Real time prediction of bitcoin price using LSTM framework

Keywords: Python network REST

Warm tip: this case is only for learning and research purposes, and does not constitute an investment proposal.

The price data of bitcoin is based on time series, so the price prediction of bitcoin is mostly realized by LSTM model.

Long term short-term memory (LSTM) is a kind of deep learning model especially suitable for time series data (or data with time / space / structure order, such as movies, sentences, etc.), which is an ideal model to predict the price trend of cryptocurrencies.

In this paper, we mainly write data fitting through LSTM to predict the future price of bitcoin.

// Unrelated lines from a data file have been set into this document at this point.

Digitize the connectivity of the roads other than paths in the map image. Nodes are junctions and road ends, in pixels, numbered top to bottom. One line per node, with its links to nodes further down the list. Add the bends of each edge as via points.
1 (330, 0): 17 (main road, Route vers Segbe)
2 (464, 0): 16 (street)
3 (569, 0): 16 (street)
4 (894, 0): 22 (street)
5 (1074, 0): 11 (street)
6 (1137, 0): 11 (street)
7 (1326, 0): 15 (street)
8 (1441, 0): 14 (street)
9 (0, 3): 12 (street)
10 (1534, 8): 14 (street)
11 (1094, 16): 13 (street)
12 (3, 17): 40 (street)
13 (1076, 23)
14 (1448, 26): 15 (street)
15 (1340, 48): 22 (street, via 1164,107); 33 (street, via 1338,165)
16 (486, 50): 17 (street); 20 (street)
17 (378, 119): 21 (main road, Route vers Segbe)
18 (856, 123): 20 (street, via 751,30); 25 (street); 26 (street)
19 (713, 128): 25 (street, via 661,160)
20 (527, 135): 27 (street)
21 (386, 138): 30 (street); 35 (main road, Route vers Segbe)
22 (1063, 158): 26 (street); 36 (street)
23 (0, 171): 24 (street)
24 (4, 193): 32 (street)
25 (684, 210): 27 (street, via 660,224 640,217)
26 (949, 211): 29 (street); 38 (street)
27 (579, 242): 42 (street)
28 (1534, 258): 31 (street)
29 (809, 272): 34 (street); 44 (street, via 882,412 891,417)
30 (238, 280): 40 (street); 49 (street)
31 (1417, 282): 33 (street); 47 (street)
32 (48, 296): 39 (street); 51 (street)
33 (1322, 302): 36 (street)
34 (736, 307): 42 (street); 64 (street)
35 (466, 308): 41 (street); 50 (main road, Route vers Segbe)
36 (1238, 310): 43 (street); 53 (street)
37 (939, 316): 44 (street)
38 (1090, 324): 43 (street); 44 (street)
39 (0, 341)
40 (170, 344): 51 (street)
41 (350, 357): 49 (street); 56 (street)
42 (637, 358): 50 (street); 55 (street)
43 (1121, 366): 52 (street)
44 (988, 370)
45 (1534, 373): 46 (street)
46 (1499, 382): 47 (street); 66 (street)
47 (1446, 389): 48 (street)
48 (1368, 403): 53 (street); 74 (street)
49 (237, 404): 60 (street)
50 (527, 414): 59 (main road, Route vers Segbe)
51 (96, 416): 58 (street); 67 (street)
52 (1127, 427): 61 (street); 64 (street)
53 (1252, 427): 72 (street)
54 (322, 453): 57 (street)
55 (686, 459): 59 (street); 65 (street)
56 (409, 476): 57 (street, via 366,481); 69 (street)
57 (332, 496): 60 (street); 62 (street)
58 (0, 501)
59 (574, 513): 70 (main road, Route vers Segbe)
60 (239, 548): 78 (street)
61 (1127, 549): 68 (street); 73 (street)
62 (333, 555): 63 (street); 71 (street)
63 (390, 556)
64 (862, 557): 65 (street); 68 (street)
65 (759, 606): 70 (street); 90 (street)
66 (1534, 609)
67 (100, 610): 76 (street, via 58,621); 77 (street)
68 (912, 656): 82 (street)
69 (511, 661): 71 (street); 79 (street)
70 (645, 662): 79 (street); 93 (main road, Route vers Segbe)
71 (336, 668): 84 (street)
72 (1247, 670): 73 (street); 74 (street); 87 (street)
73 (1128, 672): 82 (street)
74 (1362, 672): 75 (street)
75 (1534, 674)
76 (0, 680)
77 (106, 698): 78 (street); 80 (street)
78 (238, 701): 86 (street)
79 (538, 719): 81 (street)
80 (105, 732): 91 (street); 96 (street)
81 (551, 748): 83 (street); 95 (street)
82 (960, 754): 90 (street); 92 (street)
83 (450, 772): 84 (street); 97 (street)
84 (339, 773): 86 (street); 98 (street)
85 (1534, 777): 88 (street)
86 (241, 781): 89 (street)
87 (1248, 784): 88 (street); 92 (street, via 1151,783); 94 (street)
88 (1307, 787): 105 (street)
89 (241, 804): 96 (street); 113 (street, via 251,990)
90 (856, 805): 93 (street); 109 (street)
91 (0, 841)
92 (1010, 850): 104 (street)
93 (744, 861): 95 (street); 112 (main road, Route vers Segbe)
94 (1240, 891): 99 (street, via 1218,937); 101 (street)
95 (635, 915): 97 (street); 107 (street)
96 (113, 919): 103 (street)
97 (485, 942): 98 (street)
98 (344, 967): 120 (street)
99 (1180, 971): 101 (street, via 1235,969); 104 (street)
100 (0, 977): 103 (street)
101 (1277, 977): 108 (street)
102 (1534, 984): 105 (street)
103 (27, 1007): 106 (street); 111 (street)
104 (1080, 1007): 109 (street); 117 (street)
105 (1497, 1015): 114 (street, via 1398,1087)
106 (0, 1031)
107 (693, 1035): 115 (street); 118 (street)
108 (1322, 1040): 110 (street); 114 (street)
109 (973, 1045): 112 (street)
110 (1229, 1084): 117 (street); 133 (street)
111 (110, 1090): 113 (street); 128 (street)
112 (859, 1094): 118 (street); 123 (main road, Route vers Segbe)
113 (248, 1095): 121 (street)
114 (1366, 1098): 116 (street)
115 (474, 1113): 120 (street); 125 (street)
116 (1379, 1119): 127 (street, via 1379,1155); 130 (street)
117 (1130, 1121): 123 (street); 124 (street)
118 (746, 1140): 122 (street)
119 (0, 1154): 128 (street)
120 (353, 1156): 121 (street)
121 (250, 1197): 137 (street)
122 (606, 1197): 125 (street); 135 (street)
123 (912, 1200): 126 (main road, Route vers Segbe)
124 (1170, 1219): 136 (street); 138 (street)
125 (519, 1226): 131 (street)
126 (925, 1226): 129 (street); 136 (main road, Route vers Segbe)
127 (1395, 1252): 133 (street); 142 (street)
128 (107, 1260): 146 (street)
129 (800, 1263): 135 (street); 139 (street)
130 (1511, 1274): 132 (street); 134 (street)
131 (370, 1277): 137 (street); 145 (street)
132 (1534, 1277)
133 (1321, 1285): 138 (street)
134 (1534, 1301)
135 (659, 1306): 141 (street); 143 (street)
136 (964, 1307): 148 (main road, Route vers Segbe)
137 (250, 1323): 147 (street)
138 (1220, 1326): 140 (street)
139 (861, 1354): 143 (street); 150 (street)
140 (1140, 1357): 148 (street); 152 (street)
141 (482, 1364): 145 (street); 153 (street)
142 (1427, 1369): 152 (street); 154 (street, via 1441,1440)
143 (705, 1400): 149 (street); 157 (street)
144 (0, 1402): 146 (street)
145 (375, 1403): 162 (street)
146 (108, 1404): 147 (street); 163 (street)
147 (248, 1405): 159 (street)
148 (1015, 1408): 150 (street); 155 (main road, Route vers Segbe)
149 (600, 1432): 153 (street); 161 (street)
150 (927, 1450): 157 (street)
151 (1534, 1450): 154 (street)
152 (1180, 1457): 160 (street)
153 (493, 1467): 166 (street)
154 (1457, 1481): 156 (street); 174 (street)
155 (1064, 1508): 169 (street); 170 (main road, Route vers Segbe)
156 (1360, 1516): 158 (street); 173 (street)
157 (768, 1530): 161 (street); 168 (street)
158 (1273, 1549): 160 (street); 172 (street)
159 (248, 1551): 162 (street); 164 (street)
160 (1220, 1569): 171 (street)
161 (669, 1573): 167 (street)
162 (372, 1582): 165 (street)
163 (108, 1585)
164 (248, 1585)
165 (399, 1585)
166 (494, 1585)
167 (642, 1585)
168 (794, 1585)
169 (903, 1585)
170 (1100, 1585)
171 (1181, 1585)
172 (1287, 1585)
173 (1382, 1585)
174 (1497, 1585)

Libraries needed for import

import pandas as pd
import numpy as np

from sklearn.preprocessing import MinMaxScaler, LabelEncoder
from keras.models import Sequential
from keras.layers import LSTM, Dense, Dropout

from matplotlib import pyplot as plt
%matplotlib inline

Data analysis

Data loading

Read daily transaction data of BTC

data = pd.read_csv(filepath_or_buffer="btc_data_day")

You can get 1380 pieces of data by viewing the data. The data consists of Date, Open, High, Low, Close, Volume(BTC), Volume(Currency) and Weighted Price. Except for the Date column, the rest of the data columns are of the float64 data type.

View the data in the first 10 rows


Data visualization

Use matplotlib to draw Weighted Price to see the distribution and trend of data. In the figure, we found that there is a section of data 0. We need to confirm whether the data is abnormal.

plt.plot(data['Weighted Price'], label='Price')

Abnormal data processing

First, check whether the data contains nan data. You can see that there is no nan data in our data

Date                 0
Open                 0
High                 0
Low                  0
Close                0
Volume (BTC)         0
Volume (Currency)    0
Weighted Price       0
dtype: int64

Look at the 0 data again. You can see that our data contains 0 value. We need to process the 0 value

(data == 0).astype(int).any()
Date                 False
Open                  True
High                  True
Low                   True
Close                 True
Volume (BTC)          True
Volume (Currency)     True
Weighted Price        True
dtype: bool
data['Weighted Price'].replace(0, np.nan, inplace=True)
data['Weighted Price'].fillna(method='ffill', inplace=True)
data['Open'].replace(0, np.nan, inplace=True)
data['Open'].fillna(method='ffill', inplace=True)
data['High'].replace(0, np.nan, inplace=True)
data['High'].fillna(method='ffill', inplace=True)
data['Low'].replace(0, np.nan, inplace=True)
data['Low'].fillna(method='ffill', inplace=True)
data['Close'].replace(0, np.nan, inplace=True)
data['Close'].fillna(method='ffill', inplace=True)
data['Volume (BTC)'].replace(0, np.nan, inplace=True)
data['Volume (BTC)'].fillna(method='ffill', inplace=True)
data['Volume (Currency)'].replace(0, np.nan, inplace=True)
data['Volume (Currency)'].fillna(method='ffill', inplace=True)
(data == 0).astype(int).any()
Date                 False
Open                 False
High                 False
Low                  False
Close                False
Volume (BTC)         False
Volume (Currency)    False
Weighted Price       False
dtype: bool

Look at the distribution and trend of the data. At this time, the curve is very continuous

plt.plot(data['Weighted Price'], label='Price')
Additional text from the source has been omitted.